The three walk swiftly into the entrance, knowing how little time Chara and Oriona have to waste today. 

              “Try to remember everything you guys did,” Cedric tells them as they approach the door.  They enter and walk toward the elevators.

              “I remember riding the elevator with Nikki,” Chara says; “she uplinked to her library while on the elevator.”

              “Which elevator?” Cedric asks as they get closer to them. 

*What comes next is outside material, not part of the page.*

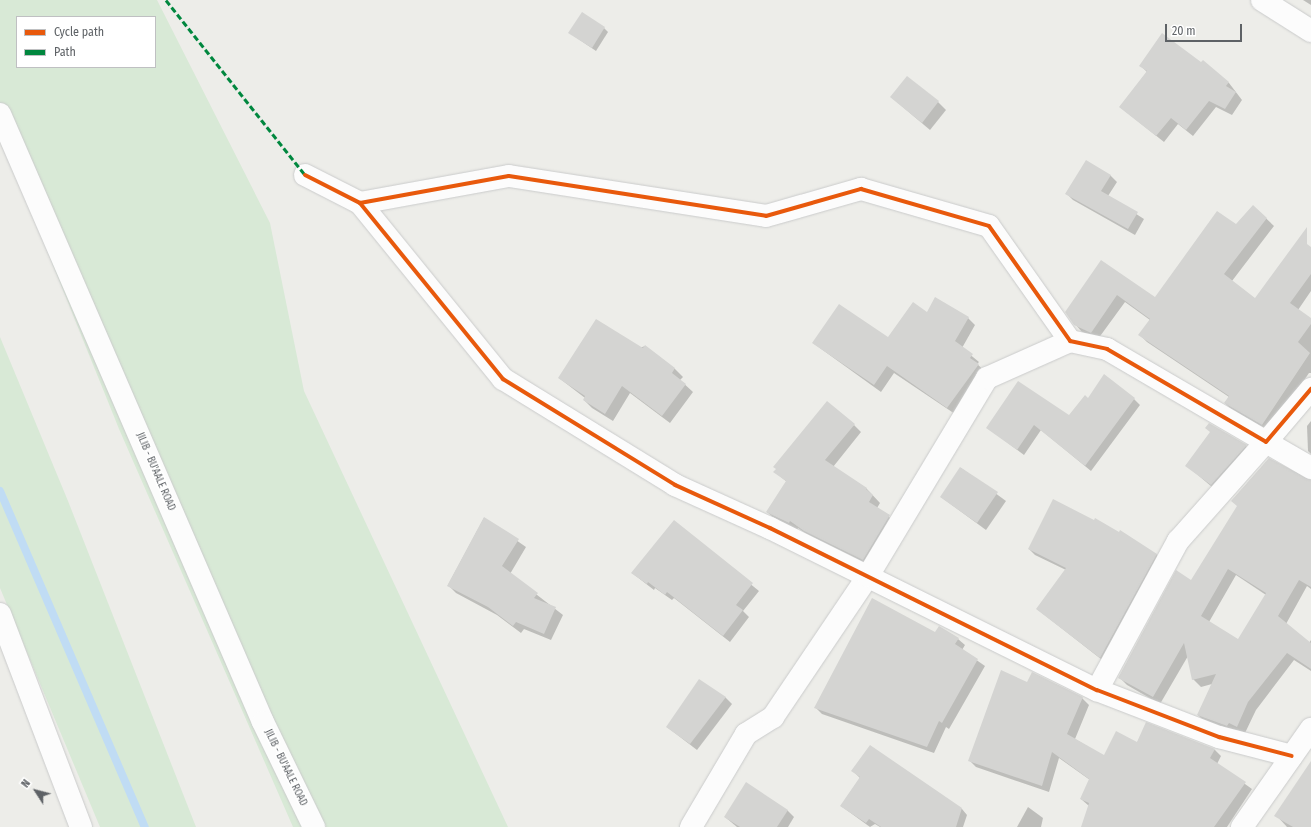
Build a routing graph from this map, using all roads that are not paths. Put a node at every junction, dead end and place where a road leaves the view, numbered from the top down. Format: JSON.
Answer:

              “The one on the right; the one closer to the entrance,” Oriona says with confidence.  Chara nods in agreement. 

 

They hit the down button and the doors to the other elevator, the one further from the entrance, open.  Cedric steps into it and pushes the button to the top floor.  He quickly steps out and lets the doors close, letting it go, then hits the down button again on the wall.  Within a few seconds, the elevator he wants to ride arrives.  The two women look at each other and smile, thinking it a little odd but both knowing how eccentric Cedric can be.  They all take the elevator down to the stacks.  Cedric takes pictures of the panel before getting off.

              “This wouldn’t have anything to do with your work?” Chara asks.

              “What work are you talking about?” Cedric asks.

              “Your thesis work at the University,” she answers, taking Cedric a little by surprise.

              “No,” Cedric answers; “this is separate from my thesis.”

              “Sorry, it’s the investigative journalist in me,” Chara adds.

              “You remind me of Nikki,” Cedric says.  “Tell me.  Has Nikki mentioned anything to you about my thesis work?” he asks.  The women look at each other and shrug a little.

              “Not much,” Oriona says; “she said you were trying to send things faster than light, or something like that.”

              “She really didn’t tell us much,” Chara adds; “sorry.”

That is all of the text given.